(ASSIGNMENT): Restate the records in their entirety, word for word.

Dataset entries
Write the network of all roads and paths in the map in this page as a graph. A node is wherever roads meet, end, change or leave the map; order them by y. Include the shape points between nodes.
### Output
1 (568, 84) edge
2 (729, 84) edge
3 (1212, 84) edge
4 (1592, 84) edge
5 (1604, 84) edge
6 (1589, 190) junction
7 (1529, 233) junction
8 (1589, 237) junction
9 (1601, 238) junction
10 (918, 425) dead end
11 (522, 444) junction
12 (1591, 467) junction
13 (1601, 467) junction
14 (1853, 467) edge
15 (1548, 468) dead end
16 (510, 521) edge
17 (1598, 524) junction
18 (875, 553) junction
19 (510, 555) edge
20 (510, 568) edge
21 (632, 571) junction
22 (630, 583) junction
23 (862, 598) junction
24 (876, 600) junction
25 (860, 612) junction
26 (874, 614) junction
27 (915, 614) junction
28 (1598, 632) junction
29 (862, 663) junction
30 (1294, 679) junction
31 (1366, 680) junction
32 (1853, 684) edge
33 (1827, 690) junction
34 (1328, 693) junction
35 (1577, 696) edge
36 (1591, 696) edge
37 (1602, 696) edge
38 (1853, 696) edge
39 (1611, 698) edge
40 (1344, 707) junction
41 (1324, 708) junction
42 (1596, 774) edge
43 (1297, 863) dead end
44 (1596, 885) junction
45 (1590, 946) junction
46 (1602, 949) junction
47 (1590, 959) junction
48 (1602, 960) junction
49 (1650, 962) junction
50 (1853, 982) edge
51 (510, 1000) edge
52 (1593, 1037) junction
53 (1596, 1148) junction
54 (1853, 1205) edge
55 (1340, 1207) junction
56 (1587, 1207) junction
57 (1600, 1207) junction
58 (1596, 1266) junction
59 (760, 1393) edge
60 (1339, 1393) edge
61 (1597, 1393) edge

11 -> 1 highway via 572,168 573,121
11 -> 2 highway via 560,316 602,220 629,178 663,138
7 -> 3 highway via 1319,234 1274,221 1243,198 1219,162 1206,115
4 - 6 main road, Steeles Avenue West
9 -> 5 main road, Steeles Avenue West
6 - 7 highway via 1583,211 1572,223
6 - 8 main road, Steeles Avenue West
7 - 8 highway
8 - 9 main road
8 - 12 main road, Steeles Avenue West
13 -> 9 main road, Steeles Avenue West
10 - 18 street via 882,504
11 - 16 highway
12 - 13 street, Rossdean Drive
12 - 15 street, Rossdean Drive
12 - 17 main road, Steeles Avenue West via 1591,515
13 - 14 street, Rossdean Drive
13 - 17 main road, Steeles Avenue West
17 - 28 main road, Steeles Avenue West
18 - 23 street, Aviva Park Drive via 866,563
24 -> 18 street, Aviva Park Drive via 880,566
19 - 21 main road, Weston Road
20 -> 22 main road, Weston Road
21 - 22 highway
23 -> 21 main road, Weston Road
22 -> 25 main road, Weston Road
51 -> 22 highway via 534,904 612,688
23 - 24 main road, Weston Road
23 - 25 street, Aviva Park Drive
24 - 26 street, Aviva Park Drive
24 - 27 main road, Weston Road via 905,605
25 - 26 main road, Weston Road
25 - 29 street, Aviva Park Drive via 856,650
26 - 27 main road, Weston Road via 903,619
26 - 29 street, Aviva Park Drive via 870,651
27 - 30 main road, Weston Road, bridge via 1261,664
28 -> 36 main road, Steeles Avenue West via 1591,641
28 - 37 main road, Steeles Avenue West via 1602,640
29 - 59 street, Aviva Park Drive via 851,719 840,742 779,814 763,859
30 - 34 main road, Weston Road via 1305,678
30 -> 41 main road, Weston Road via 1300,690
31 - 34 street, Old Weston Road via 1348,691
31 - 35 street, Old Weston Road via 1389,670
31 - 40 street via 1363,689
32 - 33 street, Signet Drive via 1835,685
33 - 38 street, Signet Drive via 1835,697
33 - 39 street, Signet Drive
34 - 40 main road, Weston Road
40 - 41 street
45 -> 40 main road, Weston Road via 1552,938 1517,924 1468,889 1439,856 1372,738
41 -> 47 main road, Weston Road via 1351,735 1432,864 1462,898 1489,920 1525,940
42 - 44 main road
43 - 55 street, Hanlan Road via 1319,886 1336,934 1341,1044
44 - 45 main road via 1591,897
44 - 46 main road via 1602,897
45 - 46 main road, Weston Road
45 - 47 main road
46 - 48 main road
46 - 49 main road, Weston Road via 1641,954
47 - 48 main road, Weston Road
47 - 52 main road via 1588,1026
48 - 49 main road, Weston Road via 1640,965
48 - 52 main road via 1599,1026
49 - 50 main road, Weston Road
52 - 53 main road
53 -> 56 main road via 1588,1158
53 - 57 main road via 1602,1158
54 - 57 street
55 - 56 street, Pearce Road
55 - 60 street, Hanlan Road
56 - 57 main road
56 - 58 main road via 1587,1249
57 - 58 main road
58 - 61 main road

(WRITTEN SOLUTION):
Write the network of all roads and paths in the map in this page as a graph. A node is wherever roads meet, end, change or leave the map; order them by y. Include the shape points between nodes.
### Output
1 (568, 84) edge
2 (729, 84) edge
3 (1212, 84) edge
4 (1592, 84) edge
5 (1604, 84) edge
6 (1589, 190) junction
7 (1529, 233) junction
8 (1589, 237) junction
9 (1601, 238) junction
10 (918, 425) dead end
11 (522, 444) junction
12 (1591, 467) junction
13 (1601, 467) junction
14 (1853, 467) edge
15 (1548, 468) dead end
16 (510, 521) edge
17 (1598, 524) junction
18 (875, 553) junction
19 (510, 555) edge
20 (510, 568) edge
21 (632, 571) junction
22 (630, 583) junction
23 (862, 598) junction
24 (876, 600) junction
25 (860, 612) junction
26 (874, 614) junction
27 (915, 614) junction
28 (1598, 632) junction
29 (862, 663) junction
30 (1294, 679) junction
31 (1366, 680) junction
32 (1853, 684) edge
33 (1827, 690) junction
34 (1328, 693) junction
35 (1577, 696) edge
36 (1591, 696) edge
37 (1602, 696) edge
38 (1853, 696) edge
39 (1611, 698) edge
40 (1344, 707) junction
41 (1324, 708) junction
42 (1596, 774) edge
43 (1297, 863) dead end
44 (1596, 885) junction
45 (1590, 946) junction
46 (1602, 949) junction
47 (1590, 959) junction
48 (1602, 960) junction
49 (1650, 962) junction
50 (1853, 982) edge
51 (510, 1000) edge
52 (1593, 1037) junction
53 (1596, 1148) junction
54 (1853, 1205) edge
55 (1340, 1207) junction
56 (1587, 1207) junction
57 (1600, 1207) junction
58 (1596, 1266) junction
59 (760, 1393) edge
60 (1339, 1393) edge
61 (1597, 1393) edge

11 -> 1 highway via 572,168 573,121
11 -> 2 highway via 560,316 602,220 629,178 663,138
7 -> 3 highway via 1319,234 1274,221 1243,198 1219,162 1206,115
4 - 6 main road, Steeles Avenue West
9 -> 5 main road, Steeles Avenue West
6 - 7 highway via 1583,211 1572,223
6 - 8 main road, Steeles Avenue West
7 - 8 highway
8 - 9 main road
8 - 12 main road, Steeles Avenue West
13 -> 9 main road, Steeles Avenue West
10 - 18 street via 882,504
11 - 16 highway
12 - 13 street, Rossdean Drive
12 - 15 street, Rossdean Drive
12 - 17 main road, Steeles Avenue West via 1591,515
13 - 14 street, Rossdean Drive
13 - 17 main road, Steeles Avenue West
17 - 28 main road, Steeles Avenue West
18 - 23 street, Aviva Park Drive via 866,563
24 -> 18 street, Aviva Park Drive via 880,566
19 - 21 main road, Weston Road
20 -> 22 main road, Weston Road
21 - 22 highway
23 -> 21 main road, Weston Road
22 -> 25 main road, Weston Road
51 -> 22 highway via 534,904 612,688
23 - 24 main road, Weston Road
23 - 25 street, Aviva Park Drive
24 - 26 street, Aviva Park Drive
24 - 27 main road, Weston Road via 905,605
25 - 26 main road, Weston Road
25 - 29 street, Aviva Park Drive via 856,650
26 - 27 main road, Weston Road via 903,619
26 - 29 street, Aviva Park Drive via 870,651
27 - 30 main road, Weston Road, bridge via 1261,664
28 -> 36 main road, Steeles Avenue West via 1591,641
28 - 37 main road, Steeles Avenue West via 1602,640
29 - 59 street, Aviva Park Drive via 851,719 840,742 779,814 763,859
30 - 34 main road, Weston Road via 1305,678
30 -> 41 main road, Weston Road via 1300,690
31 - 34 street, Old Weston Road via 1348,691
31 - 35 street, Old Weston Road via 1389,670
31 - 40 street via 1363,689
32 - 33 street, Signet Drive via 1835,685
33 - 38 street, Signet Drive via 1835,697
33 - 39 street, Signet Drive
34 - 40 main road, Weston Road
40 - 41 street
45 -> 40 main road, Weston Road via 1552,938 1517,924 1468,889 1439,856 1372,738
41 -> 47 main road, Weston Road via 1351,735 1432,864 1462,898 1489,920 1525,940
42 - 44 main road
43 - 55 street, Hanlan Road via 1319,886 1336,934 1341,1044
44 - 45 main road via 1591,897
44 - 46 main road via 1602,897
45 - 46 main road, Weston Road
45 - 47 main road
46 - 48 main road
46 - 49 main road, Weston Road via 1641,954
47 - 48 main road, Weston Road
47 - 52 main road via 1588,1026
48 - 49 main road, Weston Road via 1640,965
48 - 52 main road via 1599,1026
49 - 50 main road, Weston Road
52 - 53 main road
53 -> 56 main road via 1588,1158
53 - 57 main road via 1602,1158
54 - 57 street
55 - 56 street, Pearce Road
55 - 60 street, Hanlan Road
56 - 57 main road
56 - 58 main road via 1587,1249
57 - 58 main road
58 - 61 main road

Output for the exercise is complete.